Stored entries
━━━

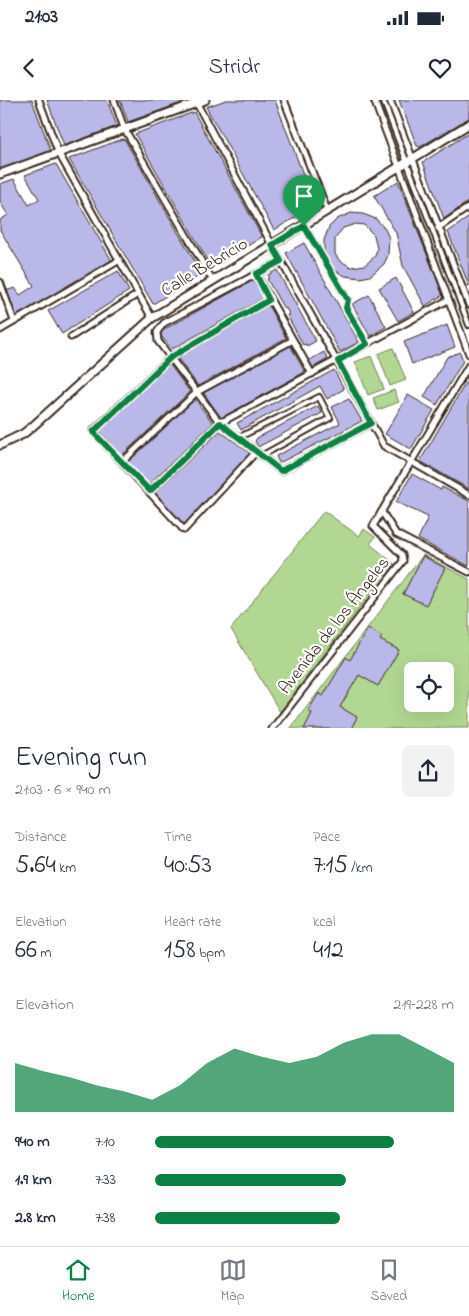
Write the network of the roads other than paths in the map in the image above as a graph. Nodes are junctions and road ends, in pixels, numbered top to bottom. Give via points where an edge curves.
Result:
1 (39, 100) edge
2 (114, 100) edge
3 (205, 100) edge
4 (284, 100) edge
5 (374, 100) edge
6 (384, 100) edge
7 (390, 100) edge
8 (196, 102) edge
9 (469, 124) edge
10 (124, 128) junction
11 (58, 152) junction
12 (409, 160) junction
13 (398, 167) junction
14 (0, 174) edge
15 (469, 207) edge
16 (327, 210) junction
17 (304, 226) junction
18 (438, 228) junction
19 (272, 245) junction
20 (118, 260) junction
21 (281, 261) junction
22 (256, 274) junction
23 (212, 281) junction
24 (0, 282) edge
25 (138, 294) junction
26 (467, 294) edge
27 (269, 300) junction
28 (448, 300) junction
29 (469, 305) edge
30 (152, 318) junction
31 (14, 321) junction
32 (469, 325) edge
33 (0, 330) edge
34 (71, 337) dead end
35 (293, 340) junction
36 (367, 344) junction
37 (469, 354) edge
38 (171, 357) junction
39 (338, 361) junction
40 (469, 365) edge
41 (312, 374) junction
42 (197, 392) junction
43 (220, 423) junction
44 (371, 423) junction
45 (238, 438) junction
46 (0, 445) edge
47 (259, 454) junction
48 (122, 462) junction
49 (410, 462) junction
50 (150, 491) junction
51 (469, 495) edge
52 (382, 512) junction
53 (469, 572) edge
54 (272, 728) edge

1 - 11 street
2 - 10 street
3 - 8 street
4 - 16 street
5 - 13 street
6 - 12 street
7 - 12 street
8 - 10 street
8 - 19 street
9 - 12 street, Calle Bebricio
10 - 11 street
10 - 23 street
11 - 14 street
11 - 20 street
12 - 13 street, Calle Bebricio
12 - 18 street
12 - 32 street
13 - 16 street, Calle Bebricio
13 - 28 street
15 - 18 street
16 - 17 street, Calle Bebricio
17 - 19 street, Calle Bebricio
17 - 36 street via 348,300 346,308
18 - 26 street
19 - 21 street
19 - 23 street, Calle Bebricio
20 - 25 street
20 - 31 street
21 - 22 street
21 - 39 street
22 - 27 street
22 - 38 street via 164,323 157,332 158,341
23 - 30 street, Calle Bebricio
24 - 31 street
25 - 30 street
25 - 34 street
26 - 29 street
27 - 35 street
27 - 38 street
28 - 36 street
28 - 37 street
30 - 46 street, Calle Bebricio via 33,426
31 - 33 street
35 - 41 street
35 - 42 street
36 - 39 street
38 - 42 street
38 - 48 street via 93,432
39 - 41 street
39 - 44 street
40 - 49 street, Avenida de los Ángeles
41 - 43 street
42 - 43 street
42 - 48 street
43 - 45 street
43 - 50 street
44 - 47 street via 281,471
44 - 49 street via 384,446
45 - 47 street
45 - 47 street via 319,397 330,418
47 - 50 street via 184,530
48 - 50 street
49 - 51 street
49 - 52 street, Avenida de los Ángeles
52 - 53 street via 396,534
52 - 54 street, Avenida de los Ángeles via 373,526 404,561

━━━

Send back the data above word for word, with the pictures left out.

Write the network of the roads other than paths in the map in the image above as a graph. Nodes are junctions and road ends, in pixels, numbered top to bottom. Give via points where an edge curves.
Result:
1 (39, 100) edge
2 (114, 100) edge
3 (205, 100) edge
4 (284, 100) edge
5 (374, 100) edge
6 (384, 100) edge
7 (390, 100) edge
8 (196, 102) edge
9 (469, 124) edge
10 (124, 128) junction
11 (58, 152) junction
12 (409, 160) junction
13 (398, 167) junction
14 (0, 174) edge
15 (469, 207) edge
16 (327, 210) junction
17 (304, 226) junction
18 (438, 228) junction
19 (272, 245) junction
20 (118, 260) junction
21 (281, 261) junction
22 (256, 274) junction
23 (212, 281) junction
24 (0, 282) edge
25 (138, 294) junction
26 (467, 294) edge
27 (269, 300) junction
28 (448, 300) junction
29 (469, 305) edge
30 (152, 318) junction
31 (14, 321) junction
32 (469, 325) edge
33 (0, 330) edge
34 (71, 337) dead end
35 (293, 340) junction
36 (367, 344) junction
37 (469, 354) edge
38 (171, 357) junction
39 (338, 361) junction
40 (469, 365) edge
41 (312, 374) junction
42 (197, 392) junction
43 (220, 423) junction
44 (371, 423) junction
45 (238, 438) junction
46 (0, 445) edge
47 (259, 454) junction
48 (122, 462) junction
49 (410, 462) junction
50 (150, 491) junction
51 (469, 495) edge
52 (382, 512) junction
53 (469, 572) edge
54 (272, 728) edge

1 - 11 street
2 - 10 street
3 - 8 street
4 - 16 street
5 - 13 street
6 - 12 street
7 - 12 street
8 - 10 street
8 - 19 street
9 - 12 street, Calle Bebricio
10 - 11 street
10 - 23 street
11 - 14 street
11 - 20 street
12 - 13 street, Calle Bebricio
12 - 18 street
12 - 32 street
13 - 16 street, Calle Bebricio
13 - 28 street
15 - 18 street
16 - 17 street, Calle Bebricio
17 - 19 street, Calle Bebricio
17 - 36 street via 348,300 346,308
18 - 26 street
19 - 21 street
19 - 23 street, Calle Bebricio
20 - 25 street
20 - 31 street
21 - 22 street
21 - 39 street
22 - 27 street
22 - 38 street via 164,323 157,332 158,341
23 - 30 street, Calle Bebricio
24 - 31 street
25 - 30 street
25 - 34 street
26 - 29 street
27 - 35 street
27 - 38 street
28 - 36 street
28 - 37 street
30 - 46 street, Calle Bebricio via 33,426
31 - 33 street
35 - 41 street
35 - 42 street
36 - 39 street
38 - 42 street
38 - 48 street via 93,432
39 - 41 street
39 - 44 street
40 - 49 street, Avenida de los Ángeles
41 - 43 street
42 - 43 street
42 - 48 street
43 - 45 street
43 - 50 street
44 - 47 street via 281,471
44 - 49 street via 384,446
45 - 47 street
45 - 47 street via 319,397 330,418
47 - 50 street via 184,530
48 - 50 street
49 - 51 street
49 - 52 street, Avenida de los Ángeles
52 - 53 street via 396,534
52 - 54 street, Avenida de los Ángeles via 373,526 404,561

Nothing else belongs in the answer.